__What the task requires__:
Restate each entry shown beneath this instruction, keeping its wording intact.

+++ Supplied material +++

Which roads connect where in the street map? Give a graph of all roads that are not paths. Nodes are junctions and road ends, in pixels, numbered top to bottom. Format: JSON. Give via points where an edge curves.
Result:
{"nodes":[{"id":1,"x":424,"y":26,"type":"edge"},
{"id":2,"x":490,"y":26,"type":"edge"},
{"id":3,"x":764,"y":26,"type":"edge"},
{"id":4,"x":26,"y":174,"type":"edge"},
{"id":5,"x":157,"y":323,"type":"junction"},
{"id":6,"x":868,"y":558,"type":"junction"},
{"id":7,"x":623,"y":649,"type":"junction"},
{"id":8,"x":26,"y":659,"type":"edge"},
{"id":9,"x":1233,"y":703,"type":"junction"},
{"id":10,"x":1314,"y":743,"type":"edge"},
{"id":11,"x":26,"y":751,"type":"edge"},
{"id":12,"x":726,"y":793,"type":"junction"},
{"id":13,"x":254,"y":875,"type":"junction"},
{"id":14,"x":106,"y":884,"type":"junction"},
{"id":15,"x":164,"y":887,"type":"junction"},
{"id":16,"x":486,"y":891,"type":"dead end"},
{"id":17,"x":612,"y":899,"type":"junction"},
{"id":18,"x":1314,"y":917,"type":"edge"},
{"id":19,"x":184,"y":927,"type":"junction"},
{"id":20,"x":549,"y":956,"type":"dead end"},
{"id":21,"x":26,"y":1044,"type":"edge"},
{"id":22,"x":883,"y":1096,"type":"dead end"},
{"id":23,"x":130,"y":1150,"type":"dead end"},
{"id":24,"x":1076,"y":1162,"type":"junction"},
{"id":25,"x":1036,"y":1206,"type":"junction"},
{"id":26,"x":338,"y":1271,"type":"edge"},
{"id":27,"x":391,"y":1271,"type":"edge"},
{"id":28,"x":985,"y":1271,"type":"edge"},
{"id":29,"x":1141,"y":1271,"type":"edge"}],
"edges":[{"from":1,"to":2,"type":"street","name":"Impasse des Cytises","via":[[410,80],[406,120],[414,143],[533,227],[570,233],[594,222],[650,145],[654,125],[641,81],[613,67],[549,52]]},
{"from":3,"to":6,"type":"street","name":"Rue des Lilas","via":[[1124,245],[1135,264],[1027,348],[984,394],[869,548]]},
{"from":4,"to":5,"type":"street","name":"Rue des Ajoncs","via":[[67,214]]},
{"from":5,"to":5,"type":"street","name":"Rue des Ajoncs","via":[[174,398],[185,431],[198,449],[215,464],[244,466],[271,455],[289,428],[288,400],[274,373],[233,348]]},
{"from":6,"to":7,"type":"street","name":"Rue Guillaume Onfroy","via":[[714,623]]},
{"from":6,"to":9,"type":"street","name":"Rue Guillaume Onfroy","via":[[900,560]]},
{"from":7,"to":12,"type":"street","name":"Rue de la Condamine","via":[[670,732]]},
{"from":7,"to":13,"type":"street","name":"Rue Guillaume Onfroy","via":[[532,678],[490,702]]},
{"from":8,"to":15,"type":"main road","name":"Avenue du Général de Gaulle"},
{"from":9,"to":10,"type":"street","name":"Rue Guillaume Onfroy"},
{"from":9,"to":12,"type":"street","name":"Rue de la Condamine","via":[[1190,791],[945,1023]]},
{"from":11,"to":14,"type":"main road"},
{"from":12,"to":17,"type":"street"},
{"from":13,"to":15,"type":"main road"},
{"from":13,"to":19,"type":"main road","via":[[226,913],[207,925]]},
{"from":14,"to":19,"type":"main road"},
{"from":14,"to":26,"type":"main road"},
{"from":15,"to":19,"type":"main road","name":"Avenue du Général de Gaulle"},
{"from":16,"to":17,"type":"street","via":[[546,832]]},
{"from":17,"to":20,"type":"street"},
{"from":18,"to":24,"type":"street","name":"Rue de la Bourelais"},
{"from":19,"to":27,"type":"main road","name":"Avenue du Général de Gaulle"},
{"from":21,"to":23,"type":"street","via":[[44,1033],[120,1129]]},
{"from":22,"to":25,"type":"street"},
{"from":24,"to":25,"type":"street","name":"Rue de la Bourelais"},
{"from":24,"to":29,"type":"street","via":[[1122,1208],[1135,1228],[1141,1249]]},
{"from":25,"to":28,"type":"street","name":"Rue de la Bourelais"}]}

+++

__Answer to this task__:
Which roads connect where in the street map? Give a graph of all roads that are not paths. Nodes are junctions and road ends, in pixels, numbered top to bottom. Format: JSON. Give via points where an edge curves.
Result:
{"nodes":[{"id":1,"x":424,"y":26,"type":"edge"},
{"id":2,"x":490,"y":26,"type":"edge"},
{"id":3,"x":764,"y":26,"type":"edge"},
{"id":4,"x":26,"y":174,"type":"edge"},
{"id":5,"x":157,"y":323,"type":"junction"},
{"id":6,"x":868,"y":558,"type":"junction"},
{"id":7,"x":623,"y":649,"type":"junction"},
{"id":8,"x":26,"y":659,"type":"edge"},
{"id":9,"x":1233,"y":703,"type":"junction"},
{"id":10,"x":1314,"y":743,"type":"edge"},
{"id":11,"x":26,"y":751,"type":"edge"},
{"id":12,"x":726,"y":793,"type":"junction"},
{"id":13,"x":254,"y":875,"type":"junction"},
{"id":14,"x":106,"y":884,"type":"junction"},
{"id":15,"x":164,"y":887,"type":"junction"},
{"id":16,"x":486,"y":891,"type":"dead end"},
{"id":17,"x":612,"y":899,"type":"junction"},
{"id":18,"x":1314,"y":917,"type":"edge"},
{"id":19,"x":184,"y":927,"type":"junction"},
{"id":20,"x":549,"y":956,"type":"dead end"},
{"id":21,"x":26,"y":1044,"type":"edge"},
{"id":22,"x":883,"y":1096,"type":"dead end"},
{"id":23,"x":130,"y":1150,"type":"dead end"},
{"id":24,"x":1076,"y":1162,"type":"junction"},
{"id":25,"x":1036,"y":1206,"type":"junction"},
{"id":26,"x":338,"y":1271,"type":"edge"},
{"id":27,"x":391,"y":1271,"type":"edge"},
{"id":28,"x":985,"y":1271,"type":"edge"},
{"id":29,"x":1141,"y":1271,"type":"edge"}],
"edges":[{"from":1,"to":2,"type":"street","name":"Impasse des Cytises","via":[[410,80],[406,120],[414,143],[533,227],[570,233],[594,222],[650,145],[654,125],[641,81],[613,67],[549,52]]},
{"from":3,"to":6,"type":"street","name":"Rue des Lilas","via":[[1124,245],[1135,264],[1027,348],[984,394],[869,548]]},
{"from":4,"to":5,"type":"street","name":"Rue des Ajoncs","via":[[67,214]]},
{"from":5,"to":5,"type":"street","name":"Rue des Ajoncs","via":[[174,398],[185,431],[198,449],[215,464],[244,466],[271,455],[289,428],[288,400],[274,373],[233,348]]},
{"from":6,"to":7,"type":"street","name":"Rue Guillaume Onfroy","via":[[714,623]]},
{"from":6,"to":9,"type":"street","name":"Rue Guillaume Onfroy","via":[[900,560]]},
{"from":7,"to":12,"type":"street","name":"Rue de la Condamine","via":[[670,732]]},
{"from":7,"to":13,"type":"street","name":"Rue Guillaume Onfroy","via":[[532,678],[490,702]]},
{"from":8,"to":15,"type":"main road","name":"Avenue du Général de Gaulle"},
{"from":9,"to":10,"type":"street","name":"Rue Guillaume Onfroy"},
{"from":9,"to":12,"type":"street","name":"Rue de la Condamine","via":[[1190,791],[945,1023]]},
{"from":11,"to":14,"type":"main road"},
{"from":12,"to":17,"type":"street"},
{"from":13,"to":15,"type":"main road"},
{"from":13,"to":19,"type":"main road","via":[[226,913],[207,925]]},
{"from":14,"to":19,"type":"main road"},
{"from":14,"to":26,"type":"main road"},
{"from":15,"to":19,"type":"main road","name":"Avenue du Général de Gaulle"},
{"from":16,"to":17,"type":"street","via":[[546,832]]},
{"from":17,"to":20,"type":"street"},
{"from":18,"to":24,"type":"street","name":"Rue de la Bourelais"},
{"from":19,"to":27,"type":"main road","name":"Avenue du Général de Gaulle"},
{"from":21,"to":23,"type":"street","via":[[44,1033],[120,1129]]},
{"from":22,"to":25,"type":"street"},
{"from":24,"to":25,"type":"street","name":"Rue de la Bourelais"},
{"from":24,"to":29,"type":"street","via":[[1122,1208],[1135,1228],[1141,1249]]},
{"from":25,"to":28,"type":"street","name":"Rue de la Bourelais"}]}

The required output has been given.